Try executing the query first, saving it into a variable.
then, check if the query executed by doing:
if(!$query) echo "Query error : " . $mysqli->error;
This will give you more detailed error report.
I have two steps sign up form. From the first step I'm picking up email and username and from second step I want to pick up first name and lastname and add it into DB.
But the problem is that variables which I've got from the first POST form, $bridge_username to be exact, is not available in the IF statement below (the first one from the bottom). The thing is that they are visible anywhere else, but not inside this particular IF statement. I've tried everything, including sessions. I can clearly see that variable is still there (using vardump or just echoing it out), everywhere but not where I need it...
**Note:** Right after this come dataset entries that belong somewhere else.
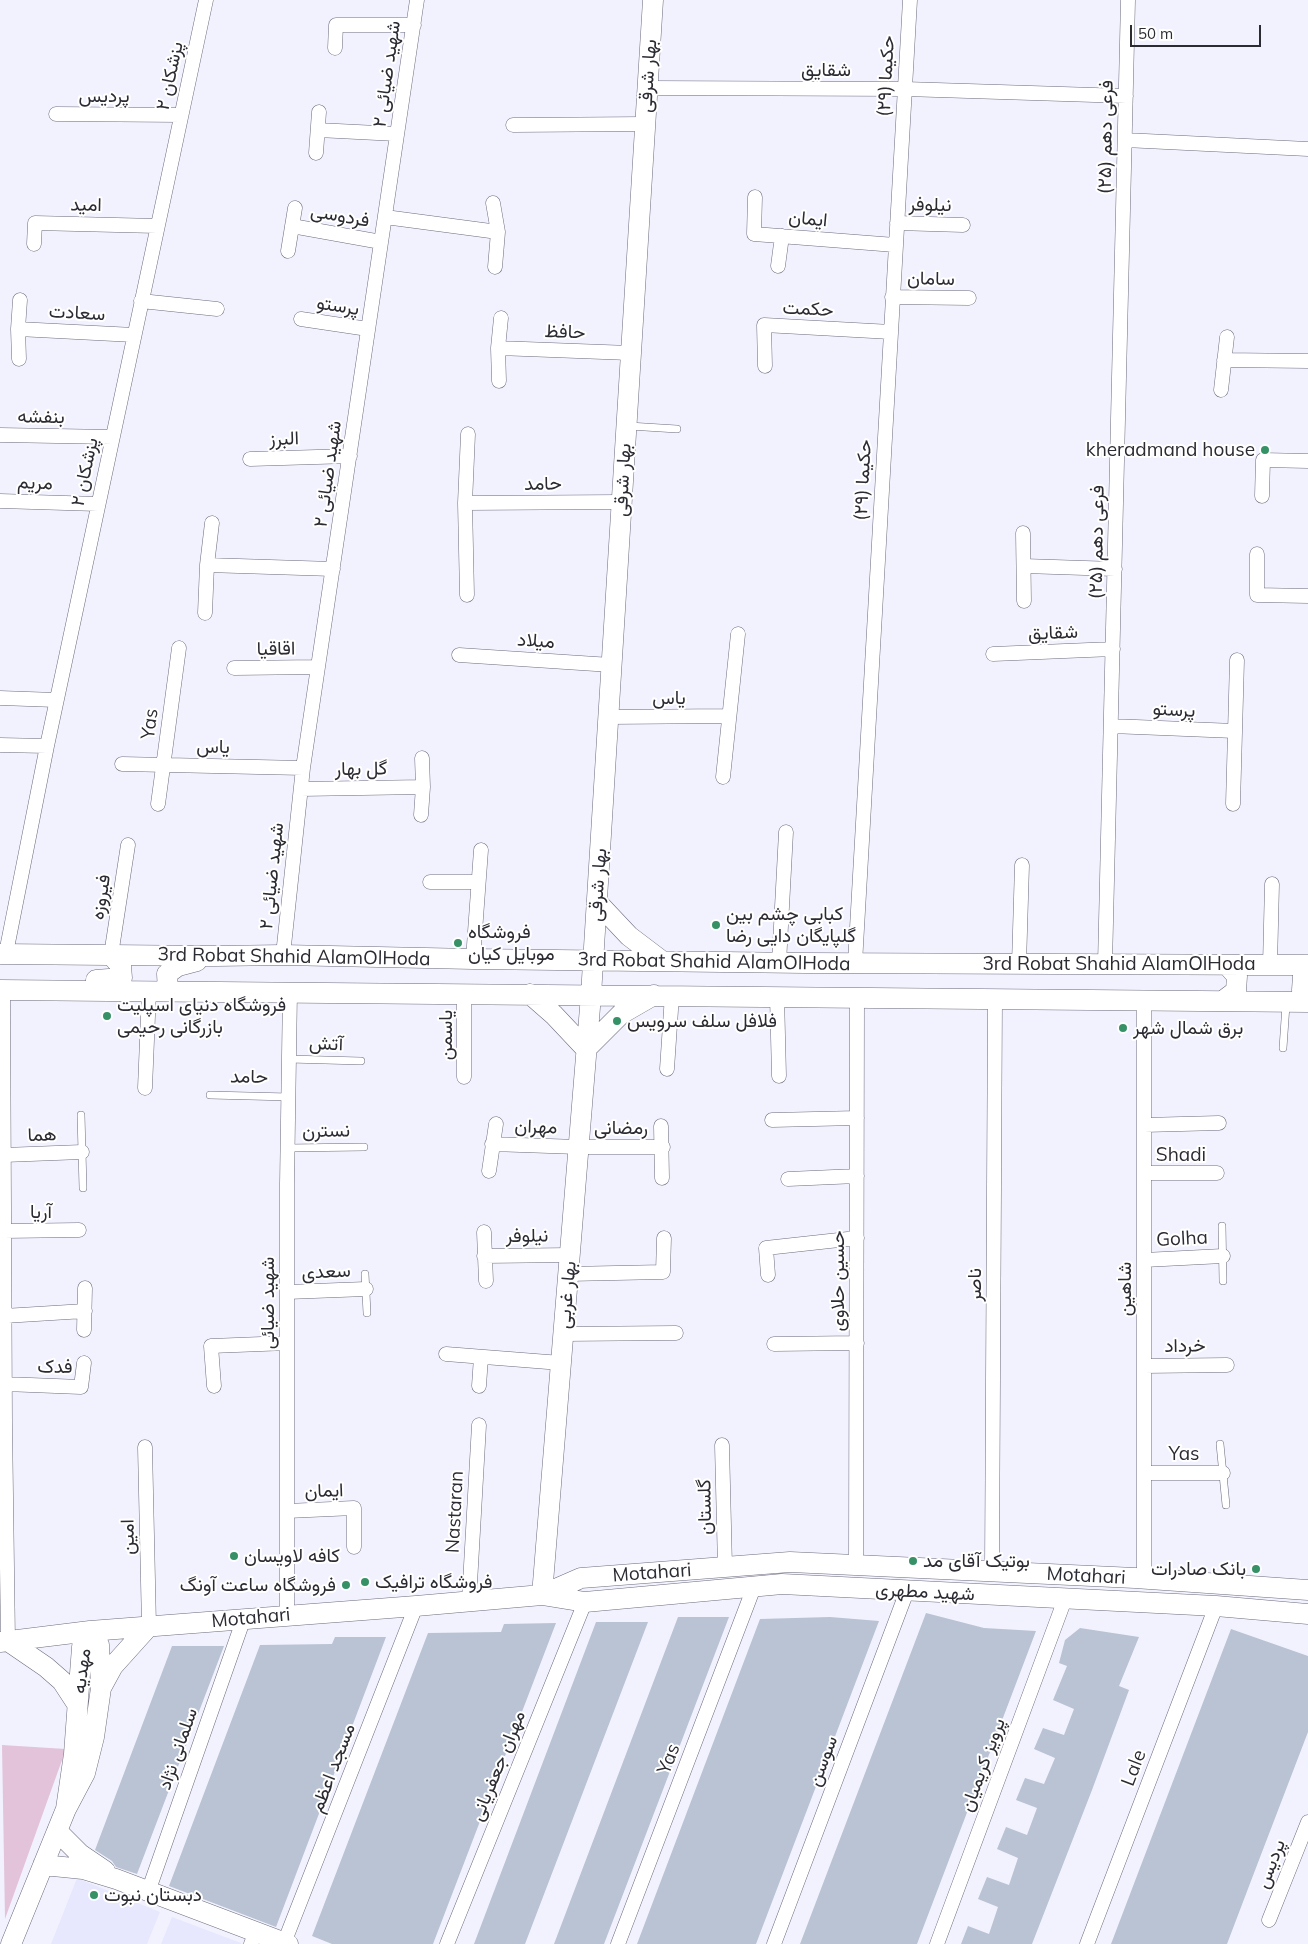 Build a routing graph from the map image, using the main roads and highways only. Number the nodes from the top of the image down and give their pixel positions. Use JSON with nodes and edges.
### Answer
{"nodes":[{"id":1,"x":652,"y":0,"type":"edge"},
{"id":2,"x":597,"y":902,"type":"junction"},
{"id":3,"x":3,"y":954,"type":"edge"},
{"id":4,"x":111,"y":955,"type":"junction"},
{"id":5,"x":216,"y":956,"type":"junction"},
{"id":6,"x":593,"y":961,"type":"junction"},
{"id":7,"x":662,"y":961,"type":"junction"},
{"id":8,"x":1227,"y":965,"type":"junction"},
{"id":9,"x":1308,"y":965,"type":"edge"},
{"id":10,"x":1308,"y":970,"type":"edge"},
{"id":11,"x":2,"y":990,"type":"edge"},
{"id":12,"x":39,"y":991,"type":"junction"},
{"id":13,"x":158,"y":991,"type":"junction"},
{"id":14,"x":530,"y":994,"type":"junction"},
{"id":15,"x":591,"y":995,"type":"junction"},
{"id":16,"x":663,"y":995,"type":"junction"},
{"id":17,"x":1224,"y":1000,"type":"junction"},
{"id":18,"x":1308,"y":1001,"type":"edge"},
{"id":19,"x":586,"y":1048,"type":"junction"},
{"id":20,"x":1308,"y":1590,"type":"edge"},
{"id":21,"x":542,"y":1595,"type":"junction"},
{"id":22,"x":1308,"y":1614,"type":"edge"},
{"id":23,"x":149,"y":1626,"type":"junction"},
{"id":24,"x":90,"y":1630,"type":"junction"},
{"id":25,"x":4,"y":1641,"type":"edge"},
{"id":26,"x":101,"y":1688,"type":"junction"},
{"id":27,"x":77,"y":1704,"type":"junction"},
{"id":28,"x":66,"y":1809,"type":"junction"},
{"id":29,"x":57,"y":1831,"type":"junction"},
{"id":30,"x":43,"y":1865,"type":"junction"},
{"id":31,"x":116,"y":1879,"type":"junction"},
{"id":32,"x":254,"y":1938,"type":"edge"},
{"id":33,"x":286,"y":1943,"type":"edge"},
{"id":34,"x":11,"y":1944,"type":"edge"}],
"edges":[{"from":1,"to":2,"type":"main road","name":"بهار شرقی"},
{"from":2,"to":6,"type":"main road","name":"بهار شرقی"},
{"from":2,"to":7,"type":"main road"},
{"from":3,"to":4,"type":"main road","name":"3rd Robat Shahid AlamOlHoda"},
{"from":4,"to":5,"type":"main road","name":"3rd Robat Shahid AlamOlHoda"},
{"from":4,"to":12,"type":"main road"},
{"from":5,"to":6,"type":"main road","name":"3rd Robat Shahid AlamOlHoda"},
{"from":5,"to":13,"type":"main road"},
{"from":6,"to":7,"type":"main road","name":"3rd Robat Shahid AlamOlHoda"},
{"from":6,"to":15,"type":"main road","name":"بهار شرقی"},
{"from":7,"to":8,"type":"main road","name":"3rd Robat Shahid AlamOlHoda"},
{"from":8,"to":9,"type":"main road","name":"3rd Robat Shahid AlamOlHoda"},
{"from":8,"to":17,"type":"main road"},
{"from":10,"to":18,"type":"main road"},
{"from":11,"to":12,"type":"main road","name":"3rd Robat Shahid AlamOlHoda"},
{"from":12,"to":13,"type":"main road","name":"3rd Robat Shahid AlamOlHoda"},
{"from":13,"to":14,"type":"main road","name":"3rd Robat Shahid AlamOlHoda"},
{"from":14,"to":15,"type":"main road","name":"3rd Robat Shahid AlamOlHoda"},
{"from":14,"to":19,"type":"main road"},
{"from":15,"to":16,"type":"main road","name":"3rd Robat Shahid AlamOlHoda"},
{"from":15,"to":19,"type":"main road","name":"بهار غربی"},
{"from":16,"to":17,"type":"main road","name":"3rd Robat Shahid AlamOlHoda"},
{"from":16,"to":19,"type":"main road"},
{"from":17,"to":18,"type":"main road","name":"3rd Robat Shahid AlamOlHoda"},
{"from":19,"to":21,"type":"main road","name":"بهار غربی"},
{"from":20,"to":21,"type":"main road","name":"Motahari"},
{"from":21,"to":22,"type":"main road","name":"شهید مطهری"},
{"from":21,"to":23,"type":"main road","name":"Motahari"},
{"from":23,"to":24,"type":"main road","name":"Motahari"},
{"from":23,"to":26,"type":"main road"},
{"from":24,"to":25,"type":"main road","name":"Motahari"},
{"from":24,"to":26,"type":"main road","name":"مهدیه"},
{"from":24,"to":27,"type":"main road","name":"مهدیه"},
{"from":25,"to":27,"type":"main road"},
{"from":26,"to":28,"type":"main road","name":"مهدیه"},
{"from":27,"to":28,"type":"main road","name":"مهدیه"},
{"from":28,"to":29,"type":"main road","name":"مهدیه"},
{"from":29,"to":30,"type":"main road","name":"مهدیه"},
{"from":29,"to":31,"type":"main road"},
{"from":30,"to":31,"type":"main road"},
{"from":30,"to":34,"type":"main road","name":"مهدیه"},
{"from":31,"to":32,"type":"main road"},
{"from":32,"to":33,"type":"main road"}]} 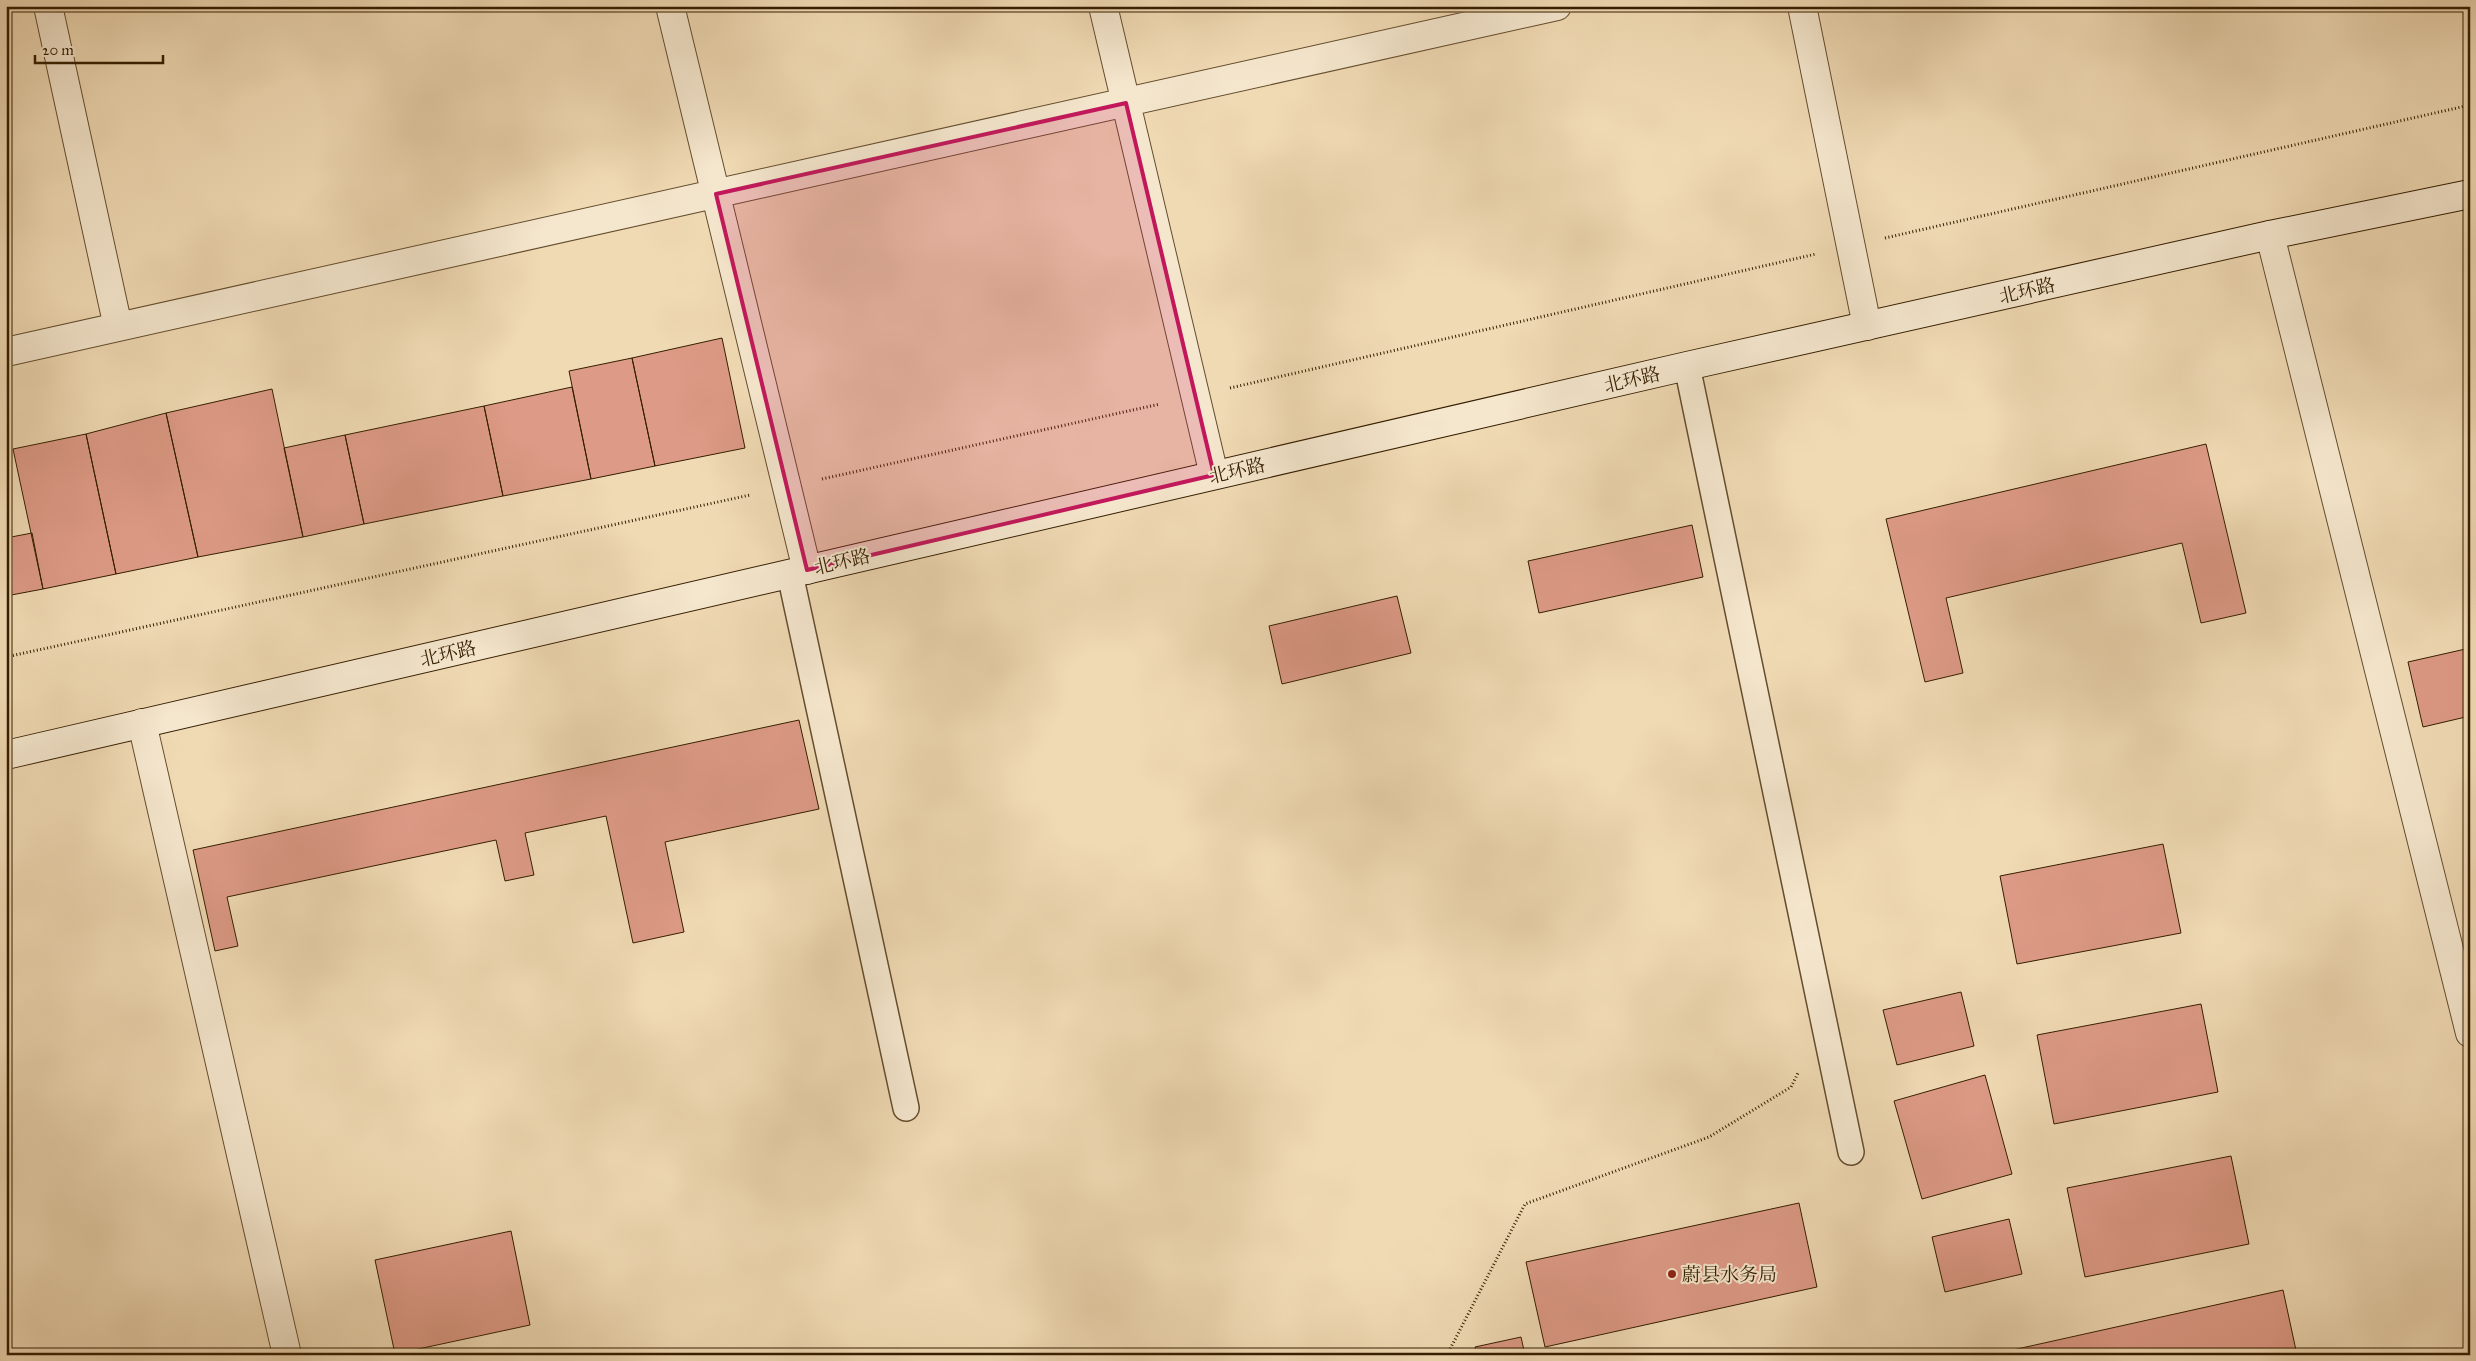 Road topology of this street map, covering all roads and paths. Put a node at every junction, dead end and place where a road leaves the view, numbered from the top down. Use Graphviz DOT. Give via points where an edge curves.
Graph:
graph roads {
  1 [pos="48,6"];
  2 [pos="670,6"];
  3 [pos="1103,6"];
  4 [pos="1557,6"];
  5 [pos="1802,6"];
  6 [pos="1126,103"];
  7 [pos="2470,105"];
  8 [pos="716,194"];
  9 [pos="2470,194"];
  10 [pos="2270,235"];
  11 [pos="1851,246"];
  12 [pos="1867,326"];
  13 [pos="118,327"];
  14 [pos="6,352"];
  15 [pos="1686,366"];
  16 [pos="1195,396"];
  17 [pos="1214,476"];
  18 [pos="787,487"];
  19 [pos="798,572"];
  20 [pos="6,657"];
  21 [pos="142,724"];
  22 [pos="6,755"];
  23 [pos="2466,1006"];
  24 [pos="1824,1024"];
  25 [pos="2470,1033"];
  26 [pos="906,1108"];
  27 [pos="1851,1152"];
  28 [pos="287,1355"];
  29 [pos="1447,1355"];
  1 -- 13 [label="street"];
  2 -- 8 [label="street"];
  3 -- 6 [label="street"];
  4 -- 6 [label="street"];
  5 -- 11 [label="street"];
  6 -- 8 [label="street"];
  6 -- 16 [label="street"];
  7 -- 11 [label="path"];
  8 -- 13 [label="street"];
  8 -- 18 [label="street"];
  9 -- 10 [label="street, 北环路"];
  10 -- 12 [label="street, 北环路"];
  10 -- 23 [label="street"];
  11 -- 12 [label="street"];
  11 -- 16 [label="path"];
  12 -- 15 [label="street, 北环路"];
  13 -- 14 [label="street"];
  15 -- 17 [label="street, 北环路"];
  15 -- 24 [label="lane"];
  16 -- 17 [label="street"];
  16 -- 18 [label="path"];
  17 -- 19 [label="street, 北环路"];
  18 -- 19 [label="street"];
  18 -- 20 [label="path"];
  19 -- 21 [label="street, 北环路"];
  19 -- 26 [label="lane"];
  21 -- 22 [label="street, 北环路"];
  21 -- 28 [label="street"];
  23 -- 25 [label="street"];
  24 -- 27 [label="lane"];
  24 -- 29 [label="path" via="1791,1087 1710,1137 1526,1204"];
}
I'll be happy to hear your advises.
$bridge_email = $_POST['email'];
$bridge_username = $_POST['username'];
$bridge_pass = $_POST['password'];
$bridge_pass_conf = $_POST['passconf'];
$bridge_terms = $_POST['terms'];
$bridge_pass_counted = strlen($bridge_pass);
$bridge_username_counted = strlen($bridge_username);
if (isset ($_POST['email']) AND isset ($_POST['password']) AND isset ($_POST['passconf']) AND isset ($_POST['username'])) {
if ($bridge_email != '' AND $bridge_pass != '' AND $bridge_pass_conf != '' AND $bridge_username != '' AND $bridge_terms != '') {
if ($bridge_pass == $bridge_pass_conf) {
if ($bridge_pass_counted >= 33 OR $bridge_pass_counted <= 5) {
} else {
if ($bridge_username_counted >= 65 OR $bridge_username_counted <= 3) {
} else {
if (is_numeric(substr($bridge_username, 0, 1))) {
} else {
//CHECK IF USERNAME OR EMAIL ALREADY EXIST
$checkreguser = $mysqli->query("SELECT username FROM `engine_users` WHERE username = '$bridge_username' OR email = '$bridge_email' LIMIT 0, 1 ");
$checkreguser = $checkreguser->fetch_assoc();
if ($checkreguser == '') {
//CREATING A NEW USER
$mysqli->query("INSERT INTO `users` (`id`, `username`, `password`, `email`, `fname`, `lname`, `company`, `address`, `city`, `state`, `zip`, `country`, `currency`, `phone`, `vat`, `userlevel`, `created`, `notes`, `lastlogin`, `lastip`, `active`) VALUES\n"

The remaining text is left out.